* [Task requirements]
The answer must be every line of the records below that contains the word "other", copied out.

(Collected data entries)
Segment Open

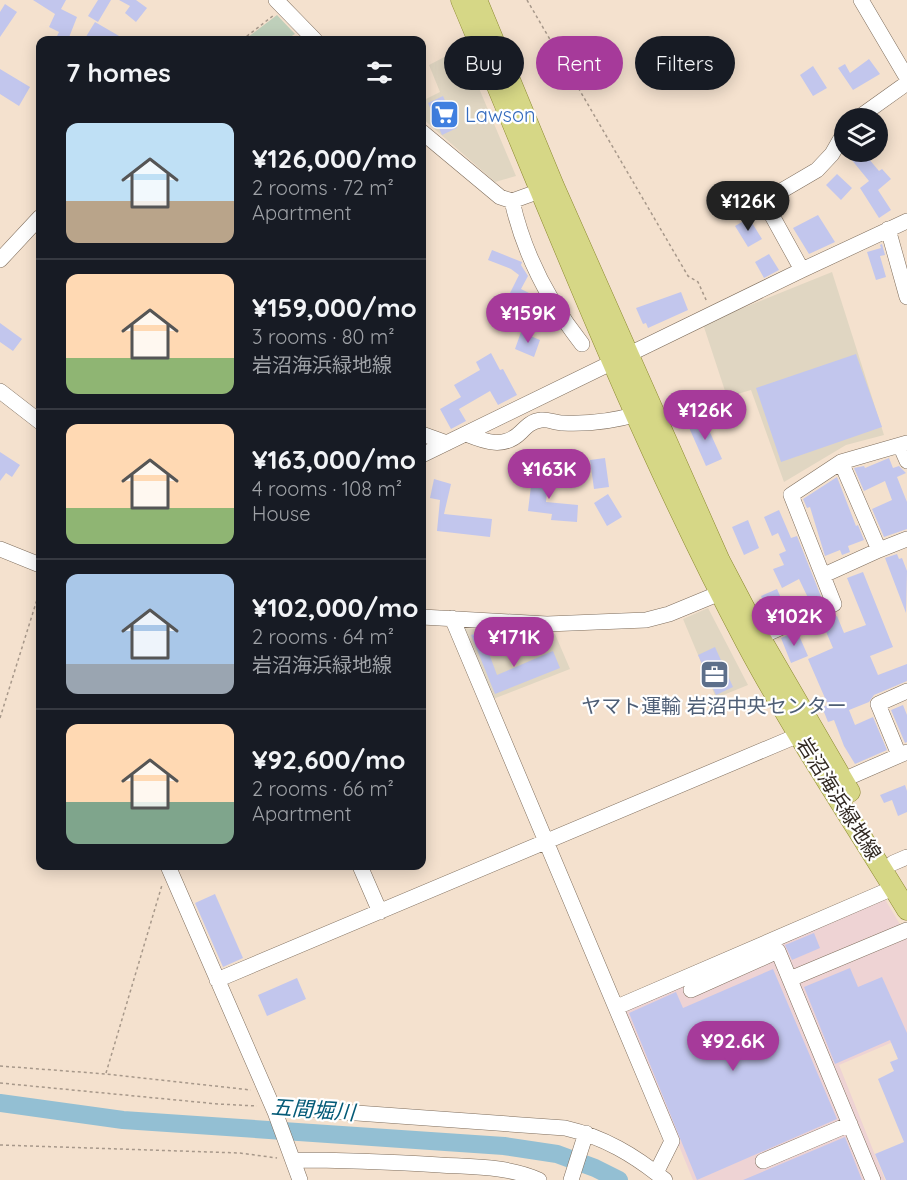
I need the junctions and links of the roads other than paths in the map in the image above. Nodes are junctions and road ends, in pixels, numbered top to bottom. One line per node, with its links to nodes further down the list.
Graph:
1 (461, 0): 11 (main road, 岩沼海浜緑地線)
2 (477, 0): 11 (main road, 岩沼海浜緑地線)
3 (861, 0): 6 (street)
4 (277, 6): 5 (street)
5 (304, 36)
6 (907, 78)
7 (907, 82): 8 (street)
8 (872, 108)
9 (426, 135): 12 (street)
10 (834, 150): 17 (street)
11 (548, 189): 12 (street); 20 (main road, 岩沼海浜緑地線)
12 (512, 201): 19 (street)
13 (36, 221): 16 (street)
14 (907, 221): 15 (street)
15 (888, 229): 17 (street); 18 (street)
16 (2, 254)
17 (802, 270): 20 (street)
18 (907, 297)
19 (582, 344)
20 (621, 358): 22 (main road, 岩沼海浜緑地線); 24 (street); 39 (main road, 岩沼海浜緑地線)
21 (0, 391): 23 (street)
22 (637, 414): 24 (street); 36 (main road, 岩沼海浜緑地線)
23 (36, 419)
24 (466, 434): 26 (street)
25 (426, 435): 26 (street)
26 (447, 443): 28 (street)
27 (904, 444): 29 (street); 30 (street)
28 (426, 454)
29 (907, 461)
30 (841, 462): 33 (street); 35 (street)
31 (907, 540): 33 (street)
32 (0, 549): 34 (street)
33 (879, 550): 35 (street)
34 (36, 563)
35 (824, 575): 39 (street)
36 (720, 593): 38 (street); 39 (main road, 岩沼海浜緑地線)
37 (426, 617): 38 (street)
38 (452, 618): 44 (street)
39 (753, 640): 41 (main road, 岩沼海浜緑地線); 43 (main road, 岩沼海浜緑地線)
40 (907, 691): 42 (street)
41 (799, 735): 44 (street); 48 (main road, 岩沼海浜緑地線)
42 (903, 754): 43 (street)
43 (843, 780): 45 (main road, 岩沼海浜緑地線)
44 (546, 842): 50 (street); 55 (street)
45 (900, 860): 48 (main road, 岩沼海浜緑地線)
46 (170, 870): 53 (street)
47 (362, 870): 50 (street)
48 (900, 886): 49 (main road, 岩沼海浜緑地線); 55 (street)
49 (907, 910)
50 (380, 912): 53 (street)
51 (907, 930): 52 (street)
52 (790, 979): 54 (street); 57 (street)
53 (217, 980): 56 (street)
54 (691, 990)
55 (617, 1007): 61 (street)
56 (271, 1104): 58 (street); 59 (street)
57 (850, 1124): 60 (street); 65 (street)
58 (585, 1135): 61 (street); 64 (street)
59 (292, 1158): 62 (street); 63 (street)
60 (763, 1161)
61 (661, 1177)
62 (298, 1179)
63 (539, 1180)
64 (571, 1180)
65 (873, 1180)

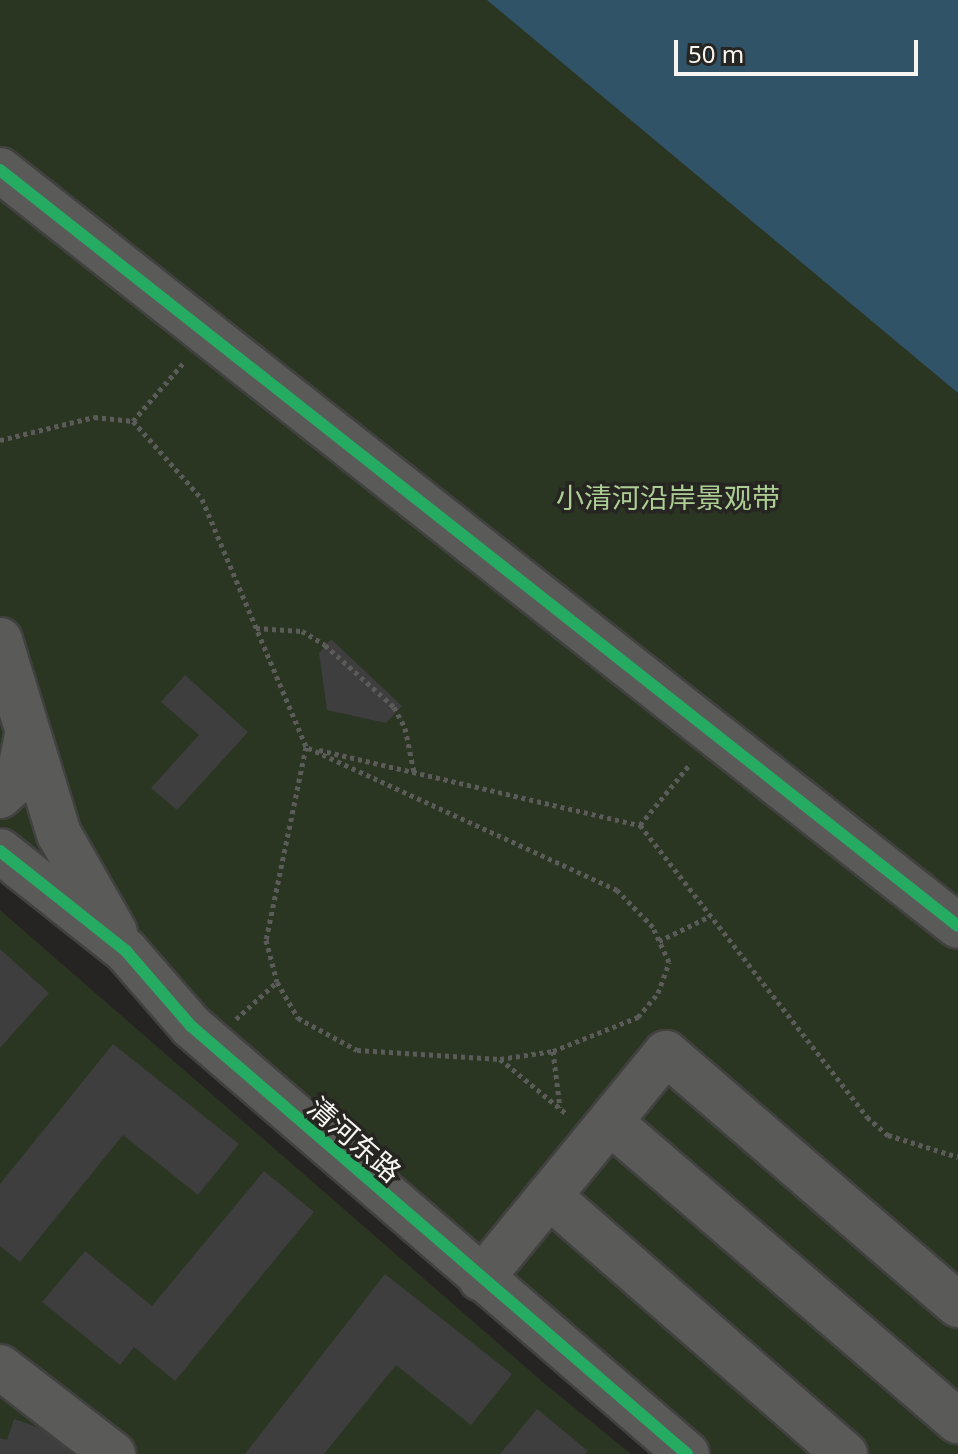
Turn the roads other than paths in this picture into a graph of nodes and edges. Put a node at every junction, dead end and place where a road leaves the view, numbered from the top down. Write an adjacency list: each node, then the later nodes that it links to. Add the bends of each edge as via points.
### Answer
1 (0, 170): 6 (street)
2 (0, 640): 3 (street, 清河东路)
3 (27, 735): 4 (street, via 18,780); 7 (street, 清河东路, via 59,834)
4 (0, 796)
5 (0, 851): 7 (street, 清河东路)
6 (958, 926)
7 (126, 951): 10 (street, 清河东路, via 210,1043)
8 (603, 1130): 9 (street); 11 (street, via 666,1053); 13 (street)
9 (549, 1196): 10 (street); 16 (street)
10 (481, 1279): 15 (street, 清河东路)
11 (958, 1305)
12 (0, 1367): 14 (street)
13 (958, 1421)
14 (113, 1454)
15 (687, 1454)
16 (845, 1454)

Segment Closed

* [Written response]
I need the junctions and links of the roads other than paths in the map in the image above. Nodes are junctions and road ends, in pixels, numbered top to bottom. One line per node, with its links to nodes further down the list.
Turn the roads other than paths in this picture into a graph of nodes and edges. Put a node at every junction, dead end and place where a road leaves the view, numbered from the top down. Write an adjacency list: each node, then the later nodes that it links to. Add the bends of each edge as via points.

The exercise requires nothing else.